Tim Snyder watches TV as parole officer Tony Brown, right, speaks with Robert Beaver at a halfway house for sex offenders in Salt Lake City in January.
Laura Seitz, Deseret Morning News
The crux of the emotional discussion about sex offenders always comes back to this: Is the adage "Once a sex offender, always a sex offender" true?
After doing time in prison, completing treatment, being on parole, will a perpetrator victimize again?
To properly evaluate that question, one must wade through conflicting data from corrections departments, government, academics, law enforcement and a host of anecdotal evidence from police, therapists and others.
Most incarcerated sex offenders will eventually find their way back into the community where the common perception is they will rape another woman or molest another child.
"It may be harsh to say, (but) when a sex offender dies, that's when he's rehabilitated," says a former sex crimes investigator and 20-year veteran police officer. "They say they can't help it. That may be true. That's why they'll never be rehabilitated."
Larry Bench, a Utah Department of Corrections research consultant, disagrees.
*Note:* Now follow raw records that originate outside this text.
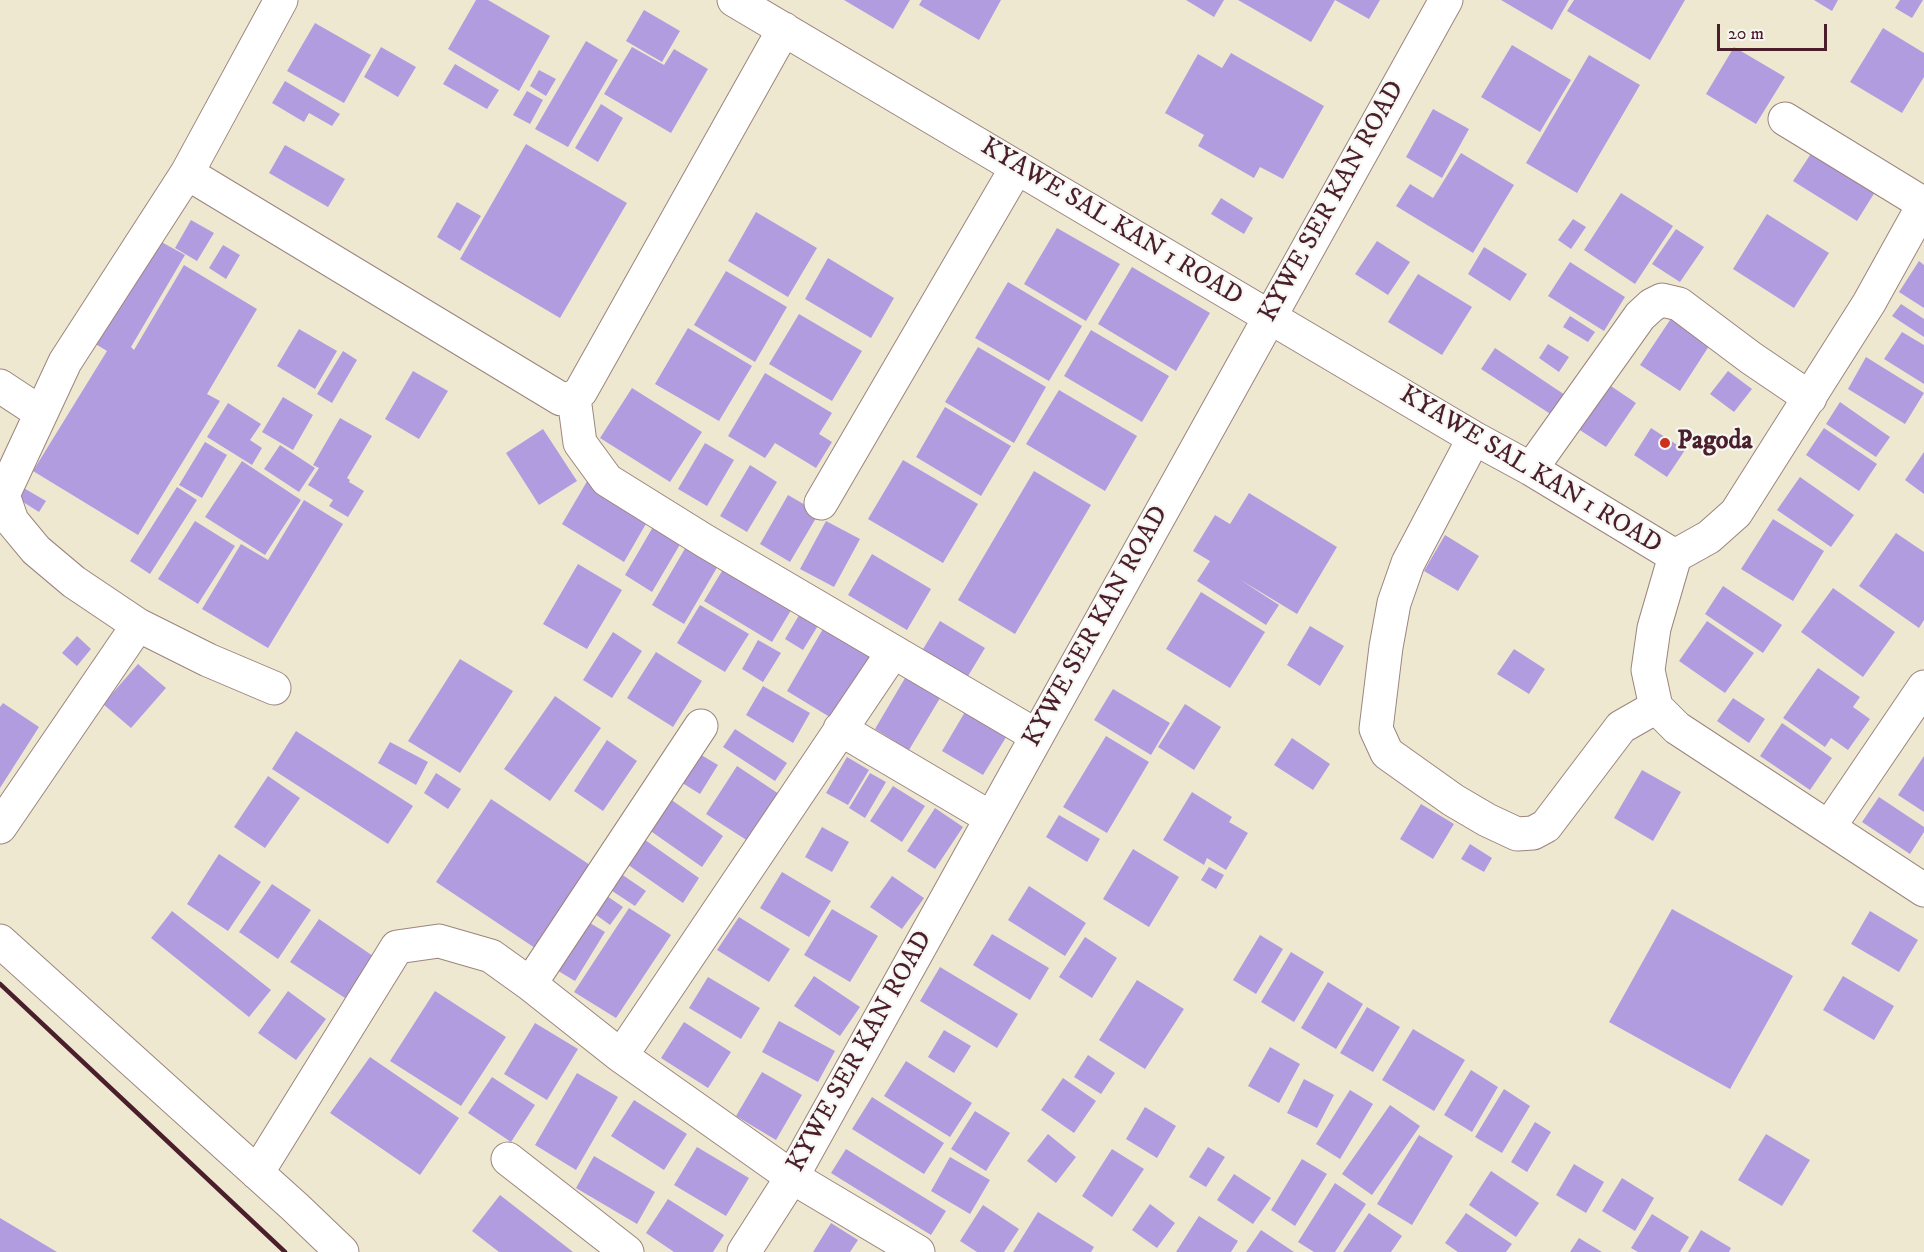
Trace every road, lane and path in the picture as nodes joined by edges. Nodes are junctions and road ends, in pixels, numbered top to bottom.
1 (281, 0) edge
2 (734, 0) edge
3 (1446, 0) edge
4 (784, 29) junction
5 (1785, 119) dead end
6 (1017, 167) junction
7 (187, 173) junction
8 (1924, 204) edge
9 (1269, 317) junction
10 (0, 386) edge
11 (574, 398) junction
12 (1810, 399) junction
13 (41, 413) junction
14 (1474, 438) junction
15 (1531, 469) junction
16 (821, 503) dead end
17 (1675, 556) junction
18 (138, 624) junction
19 (893, 652) junction
20 (1924, 687) edge
21 (274, 688) dead end
22 (1656, 707) junction
23 (701, 726) dead end
24 (840, 729) junction
25 (1037, 736) junction
26 (991, 818) junction
27 (0, 827) edge
28 (1829, 827) junction
29 (1924, 890) edge
30 (0, 941) edge
31 (530, 984) junction
32 (621, 1056) junction
33 (508, 1159) dead end
34 (257, 1173) junction
35 (792, 1177) junction
36 (342, 1252) edge
37 (627, 1252) edge
38 (744, 1252) edge
39 (918, 1252) edge

1 - 7 street
2 - 4 street, KYAWE SAL KAN 1 ROAD
3 - 9 street, KYWE SER KAN ROAD
4 - 6 street, KYAWE SAL KAN 1 ROAD
4 - 11 street
5 - 8 street
6 - 9 street, KYAWE SAL KAN 1 ROAD
6 - 16 street
7 - 11 street
7 - 13 street
8 - 12 street
9 - 14 street, KYAWE SAL KAN 1 ROAD
9 - 25 street, KYWE SER KAN ROAD
10 - 13 street
11 - 19 street
12 - 15 street
12 - 17 street
13 - 18 street
14 - 15 street, KYAWE SAL KAN 1 ROAD
14 - 22 street
15 - 17 street, KYAWE SAL KAN 1 ROAD
17 - 22 street
18 - 21 street
18 - 27 street
19 - 24 street
19 - 25 street
20 - 28 street
22 - 28 street
23 - 31 street
24 - 26 street
24 - 32 street
25 - 26 street, KYWE SER KAN ROAD
26 - 35 street, KYWE SER KAN ROAD
28 - 29 street
30 - 34 street
31 - 32 street
31 - 34 street
32 - 35 street
33 - 37 street
34 - 36 street
35 - 38 street, KYWE SER KAN ROAD
35 - 39 street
"A lot of people will argue that sex offenders basically commit tons of sex offenses and have very, very high recidivism rates and are basically incurable." That, he said, is "totally inaccurate. The recidivism rate is considerably lower than most people think it is."
Harold Blakelock has devoted more than a decade to working with sex offenders at the Utah State Prison.
"Most people have the belief that sex offenders continue to reoffend all the time. Our numbers show that's not the case," Blakelock said. "At least they don't get caught."
Bench, also a University of Utah criminology professor, conducted what he calls one of the most comprehensive studies on convicted sex offenders.
In the study of 389 Utah prison inmates tracked as far back as 25 years, he found 7.2 percent were convicted of new sex crimes.
"Our fear of sex offenders has increased substantially, largely unfounded, quite frankly," Bench said.
Opinions vary
But Heather Stringfellow, executive director of the Rape Recovery Center and a former Salt Lake police sex crimes investigator, said any study based on conviction rates is flawed.
"The one thing we know is that they get better at not getting caught. I am very suspect of any 8 percent recidivism. In my experience they have been doing it a lot before they are charged or caught."